What the task requires
Look below and pull out each line with the word "controls".

[Stored data]
·····
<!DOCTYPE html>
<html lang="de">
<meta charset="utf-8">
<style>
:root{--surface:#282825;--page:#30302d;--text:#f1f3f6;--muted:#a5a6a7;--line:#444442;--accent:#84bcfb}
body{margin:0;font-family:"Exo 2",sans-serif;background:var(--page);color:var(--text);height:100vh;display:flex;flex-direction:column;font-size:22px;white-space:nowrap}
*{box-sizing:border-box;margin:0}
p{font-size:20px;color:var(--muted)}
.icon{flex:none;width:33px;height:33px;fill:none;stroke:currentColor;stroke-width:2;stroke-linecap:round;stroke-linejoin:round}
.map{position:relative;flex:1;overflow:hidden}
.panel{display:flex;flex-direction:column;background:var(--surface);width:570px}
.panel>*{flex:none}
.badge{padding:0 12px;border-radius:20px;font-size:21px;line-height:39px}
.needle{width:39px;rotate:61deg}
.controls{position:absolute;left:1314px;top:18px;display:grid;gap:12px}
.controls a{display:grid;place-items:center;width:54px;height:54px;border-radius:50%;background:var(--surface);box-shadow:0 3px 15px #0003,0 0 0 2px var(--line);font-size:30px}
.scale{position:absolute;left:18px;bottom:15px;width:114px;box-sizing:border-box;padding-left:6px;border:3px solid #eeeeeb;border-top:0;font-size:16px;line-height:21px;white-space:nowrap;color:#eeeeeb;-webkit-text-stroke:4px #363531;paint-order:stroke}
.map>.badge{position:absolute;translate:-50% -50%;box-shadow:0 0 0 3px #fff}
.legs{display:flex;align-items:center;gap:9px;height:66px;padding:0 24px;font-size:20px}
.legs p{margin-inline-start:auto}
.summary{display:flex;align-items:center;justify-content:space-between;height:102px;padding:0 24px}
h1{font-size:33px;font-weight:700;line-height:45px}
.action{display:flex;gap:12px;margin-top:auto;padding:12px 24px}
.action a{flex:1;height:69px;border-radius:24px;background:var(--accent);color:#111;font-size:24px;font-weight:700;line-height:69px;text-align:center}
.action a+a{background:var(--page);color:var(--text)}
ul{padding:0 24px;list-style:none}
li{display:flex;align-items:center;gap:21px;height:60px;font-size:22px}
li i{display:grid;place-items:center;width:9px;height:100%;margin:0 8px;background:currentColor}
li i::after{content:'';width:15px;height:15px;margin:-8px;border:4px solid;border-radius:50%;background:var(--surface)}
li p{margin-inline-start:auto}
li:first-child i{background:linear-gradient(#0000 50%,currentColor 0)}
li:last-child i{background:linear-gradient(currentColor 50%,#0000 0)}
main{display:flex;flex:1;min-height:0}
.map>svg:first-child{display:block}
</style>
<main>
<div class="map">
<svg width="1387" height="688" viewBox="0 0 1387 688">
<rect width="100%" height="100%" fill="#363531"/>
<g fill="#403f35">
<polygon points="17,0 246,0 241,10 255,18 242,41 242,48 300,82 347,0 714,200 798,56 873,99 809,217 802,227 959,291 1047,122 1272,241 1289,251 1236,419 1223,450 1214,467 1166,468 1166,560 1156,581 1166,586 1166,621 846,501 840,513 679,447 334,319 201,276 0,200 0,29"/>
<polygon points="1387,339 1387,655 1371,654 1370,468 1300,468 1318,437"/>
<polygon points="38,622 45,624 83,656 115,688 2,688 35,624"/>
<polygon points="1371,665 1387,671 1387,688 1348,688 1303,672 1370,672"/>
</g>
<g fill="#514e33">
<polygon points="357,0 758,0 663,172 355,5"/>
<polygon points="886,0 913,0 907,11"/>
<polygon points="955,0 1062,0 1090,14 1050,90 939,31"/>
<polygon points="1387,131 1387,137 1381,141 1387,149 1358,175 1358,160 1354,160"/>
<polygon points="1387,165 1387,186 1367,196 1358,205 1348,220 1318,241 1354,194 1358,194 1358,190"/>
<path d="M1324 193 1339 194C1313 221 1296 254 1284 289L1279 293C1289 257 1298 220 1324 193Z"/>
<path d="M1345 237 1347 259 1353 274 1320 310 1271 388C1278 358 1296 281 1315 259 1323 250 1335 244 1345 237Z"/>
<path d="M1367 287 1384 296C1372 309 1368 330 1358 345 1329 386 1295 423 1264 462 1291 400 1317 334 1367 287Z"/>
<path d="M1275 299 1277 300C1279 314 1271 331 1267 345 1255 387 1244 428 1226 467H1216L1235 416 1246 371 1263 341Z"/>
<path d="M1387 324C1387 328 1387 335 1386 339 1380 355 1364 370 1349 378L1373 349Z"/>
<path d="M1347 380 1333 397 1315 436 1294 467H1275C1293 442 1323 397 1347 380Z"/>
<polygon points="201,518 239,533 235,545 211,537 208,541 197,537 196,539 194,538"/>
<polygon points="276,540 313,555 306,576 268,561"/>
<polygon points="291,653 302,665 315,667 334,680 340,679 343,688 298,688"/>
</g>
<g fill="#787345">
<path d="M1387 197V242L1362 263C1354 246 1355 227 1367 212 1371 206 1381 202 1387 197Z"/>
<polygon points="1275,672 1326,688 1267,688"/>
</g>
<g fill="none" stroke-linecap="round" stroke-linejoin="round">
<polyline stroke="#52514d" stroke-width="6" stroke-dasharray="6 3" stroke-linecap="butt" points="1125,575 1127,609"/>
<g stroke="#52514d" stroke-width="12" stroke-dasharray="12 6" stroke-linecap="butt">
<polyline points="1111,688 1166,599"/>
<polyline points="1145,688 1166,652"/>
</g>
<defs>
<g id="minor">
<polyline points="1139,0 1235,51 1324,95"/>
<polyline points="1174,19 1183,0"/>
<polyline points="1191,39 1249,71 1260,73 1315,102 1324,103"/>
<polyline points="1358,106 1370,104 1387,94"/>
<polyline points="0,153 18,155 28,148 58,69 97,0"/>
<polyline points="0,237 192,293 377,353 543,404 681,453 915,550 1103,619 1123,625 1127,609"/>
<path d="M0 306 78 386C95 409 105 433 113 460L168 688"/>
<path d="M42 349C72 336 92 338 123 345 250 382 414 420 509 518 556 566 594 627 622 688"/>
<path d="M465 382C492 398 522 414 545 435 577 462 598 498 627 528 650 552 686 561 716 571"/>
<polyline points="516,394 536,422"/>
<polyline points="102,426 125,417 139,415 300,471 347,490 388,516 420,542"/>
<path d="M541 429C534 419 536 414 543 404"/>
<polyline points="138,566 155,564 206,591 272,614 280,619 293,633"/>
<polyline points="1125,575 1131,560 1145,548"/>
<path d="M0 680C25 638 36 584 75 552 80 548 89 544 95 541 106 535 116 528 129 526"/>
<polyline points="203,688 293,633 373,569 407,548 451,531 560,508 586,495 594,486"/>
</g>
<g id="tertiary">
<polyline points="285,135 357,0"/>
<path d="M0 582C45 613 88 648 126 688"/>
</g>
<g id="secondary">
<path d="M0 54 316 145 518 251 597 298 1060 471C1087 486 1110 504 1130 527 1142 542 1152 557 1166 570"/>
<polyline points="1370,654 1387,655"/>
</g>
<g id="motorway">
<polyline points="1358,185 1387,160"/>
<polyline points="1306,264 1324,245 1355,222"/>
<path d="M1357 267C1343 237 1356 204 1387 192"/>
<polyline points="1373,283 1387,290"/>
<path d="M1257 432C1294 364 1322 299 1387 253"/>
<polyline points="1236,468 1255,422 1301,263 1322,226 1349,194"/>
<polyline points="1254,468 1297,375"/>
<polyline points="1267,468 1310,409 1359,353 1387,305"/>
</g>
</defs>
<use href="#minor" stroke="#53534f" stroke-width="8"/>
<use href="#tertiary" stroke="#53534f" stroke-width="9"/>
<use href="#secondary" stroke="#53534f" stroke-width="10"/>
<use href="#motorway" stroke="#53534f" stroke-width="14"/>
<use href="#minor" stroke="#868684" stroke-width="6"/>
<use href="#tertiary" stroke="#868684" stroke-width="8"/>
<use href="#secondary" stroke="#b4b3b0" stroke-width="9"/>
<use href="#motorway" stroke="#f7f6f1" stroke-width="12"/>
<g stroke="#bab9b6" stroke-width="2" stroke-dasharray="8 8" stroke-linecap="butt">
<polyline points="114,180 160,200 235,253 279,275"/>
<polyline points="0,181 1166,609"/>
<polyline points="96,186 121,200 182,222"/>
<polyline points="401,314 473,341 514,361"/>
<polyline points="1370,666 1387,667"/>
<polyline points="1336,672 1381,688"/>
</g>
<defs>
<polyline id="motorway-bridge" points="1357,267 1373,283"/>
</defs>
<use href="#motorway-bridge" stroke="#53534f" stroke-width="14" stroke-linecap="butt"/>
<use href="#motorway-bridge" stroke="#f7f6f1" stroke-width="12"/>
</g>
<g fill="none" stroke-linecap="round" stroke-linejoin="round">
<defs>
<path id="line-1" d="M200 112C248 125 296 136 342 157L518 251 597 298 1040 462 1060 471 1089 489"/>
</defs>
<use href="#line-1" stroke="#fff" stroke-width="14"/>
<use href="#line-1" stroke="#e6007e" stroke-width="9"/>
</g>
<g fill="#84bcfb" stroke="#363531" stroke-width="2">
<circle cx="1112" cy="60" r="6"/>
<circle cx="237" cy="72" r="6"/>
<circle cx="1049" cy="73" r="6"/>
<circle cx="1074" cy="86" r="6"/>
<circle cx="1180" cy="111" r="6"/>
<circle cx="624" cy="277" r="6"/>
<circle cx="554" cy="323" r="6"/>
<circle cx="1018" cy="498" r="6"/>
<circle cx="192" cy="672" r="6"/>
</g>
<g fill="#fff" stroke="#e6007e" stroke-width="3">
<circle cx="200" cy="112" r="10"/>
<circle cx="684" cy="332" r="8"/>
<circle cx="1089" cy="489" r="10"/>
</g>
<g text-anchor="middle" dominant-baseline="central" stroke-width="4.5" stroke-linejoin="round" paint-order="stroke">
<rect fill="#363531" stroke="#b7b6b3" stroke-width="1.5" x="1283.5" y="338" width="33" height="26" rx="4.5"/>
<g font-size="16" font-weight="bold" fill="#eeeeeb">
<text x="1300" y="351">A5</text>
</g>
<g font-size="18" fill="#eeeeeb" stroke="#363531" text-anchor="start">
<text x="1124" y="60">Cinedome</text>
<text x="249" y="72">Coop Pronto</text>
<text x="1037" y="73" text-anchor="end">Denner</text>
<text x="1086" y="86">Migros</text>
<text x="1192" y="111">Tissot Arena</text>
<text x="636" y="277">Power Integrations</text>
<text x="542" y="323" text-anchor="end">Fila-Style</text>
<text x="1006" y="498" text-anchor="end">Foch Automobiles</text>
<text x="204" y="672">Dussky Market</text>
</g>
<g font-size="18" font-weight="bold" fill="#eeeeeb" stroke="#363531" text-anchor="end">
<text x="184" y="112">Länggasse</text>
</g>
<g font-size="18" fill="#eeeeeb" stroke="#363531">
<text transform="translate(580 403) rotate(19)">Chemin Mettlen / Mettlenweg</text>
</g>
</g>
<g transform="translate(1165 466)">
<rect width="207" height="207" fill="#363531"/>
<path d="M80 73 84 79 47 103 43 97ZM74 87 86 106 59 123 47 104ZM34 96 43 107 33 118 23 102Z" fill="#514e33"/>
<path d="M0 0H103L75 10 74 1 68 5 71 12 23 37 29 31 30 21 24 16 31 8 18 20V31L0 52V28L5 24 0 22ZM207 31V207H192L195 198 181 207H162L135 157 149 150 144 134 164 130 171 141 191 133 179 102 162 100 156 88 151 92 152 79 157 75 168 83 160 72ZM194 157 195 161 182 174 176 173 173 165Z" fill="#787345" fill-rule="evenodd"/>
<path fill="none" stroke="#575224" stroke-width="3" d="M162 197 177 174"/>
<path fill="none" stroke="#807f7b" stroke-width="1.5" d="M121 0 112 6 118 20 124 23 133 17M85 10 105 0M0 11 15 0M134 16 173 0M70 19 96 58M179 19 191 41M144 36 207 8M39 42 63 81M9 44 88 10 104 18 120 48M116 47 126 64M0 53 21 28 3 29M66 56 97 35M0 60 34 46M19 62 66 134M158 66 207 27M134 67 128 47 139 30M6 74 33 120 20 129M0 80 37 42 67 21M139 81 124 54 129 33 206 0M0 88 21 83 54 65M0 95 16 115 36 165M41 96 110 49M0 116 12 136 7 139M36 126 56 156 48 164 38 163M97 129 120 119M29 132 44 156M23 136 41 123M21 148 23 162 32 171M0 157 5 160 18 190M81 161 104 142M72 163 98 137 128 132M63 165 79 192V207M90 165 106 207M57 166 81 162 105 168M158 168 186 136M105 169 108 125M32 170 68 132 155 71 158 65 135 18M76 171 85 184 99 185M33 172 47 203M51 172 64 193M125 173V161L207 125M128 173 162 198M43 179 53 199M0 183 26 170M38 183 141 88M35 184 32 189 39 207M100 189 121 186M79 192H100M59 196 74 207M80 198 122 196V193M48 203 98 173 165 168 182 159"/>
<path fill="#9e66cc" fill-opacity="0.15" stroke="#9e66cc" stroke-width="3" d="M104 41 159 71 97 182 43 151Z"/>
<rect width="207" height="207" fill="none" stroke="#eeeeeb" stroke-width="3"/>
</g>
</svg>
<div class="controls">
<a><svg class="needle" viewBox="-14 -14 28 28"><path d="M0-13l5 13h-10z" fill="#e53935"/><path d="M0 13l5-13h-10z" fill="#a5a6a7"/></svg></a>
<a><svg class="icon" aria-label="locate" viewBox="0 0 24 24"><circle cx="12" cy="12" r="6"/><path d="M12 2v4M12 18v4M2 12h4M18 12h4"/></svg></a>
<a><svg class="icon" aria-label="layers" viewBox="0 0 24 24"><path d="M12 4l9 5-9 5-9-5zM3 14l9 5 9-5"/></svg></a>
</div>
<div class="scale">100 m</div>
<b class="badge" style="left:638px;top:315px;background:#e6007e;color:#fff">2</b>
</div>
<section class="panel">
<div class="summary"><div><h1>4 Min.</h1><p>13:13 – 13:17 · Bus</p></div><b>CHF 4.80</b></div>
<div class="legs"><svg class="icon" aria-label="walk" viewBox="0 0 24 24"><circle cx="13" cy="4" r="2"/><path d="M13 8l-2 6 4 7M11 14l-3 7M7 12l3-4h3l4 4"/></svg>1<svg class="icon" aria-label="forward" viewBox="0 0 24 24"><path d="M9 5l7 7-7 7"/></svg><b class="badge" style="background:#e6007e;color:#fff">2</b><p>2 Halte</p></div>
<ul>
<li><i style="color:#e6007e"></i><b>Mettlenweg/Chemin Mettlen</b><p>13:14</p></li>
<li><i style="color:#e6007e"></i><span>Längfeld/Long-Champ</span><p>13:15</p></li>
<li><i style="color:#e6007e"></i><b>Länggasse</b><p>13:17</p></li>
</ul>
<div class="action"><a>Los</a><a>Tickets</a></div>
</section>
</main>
·····
Exercise output
.controls{position:absolute;left:1314px;top:18px;display:grid;gap:12px}
.controls a{display:grid;place-items:center;width:54px;height:54px;border-radius:50%;background:var(--surface);box-shadow:0 3px 15px #0003,0 0 0 2px var(--line);font-size:30px}
<div class="controls">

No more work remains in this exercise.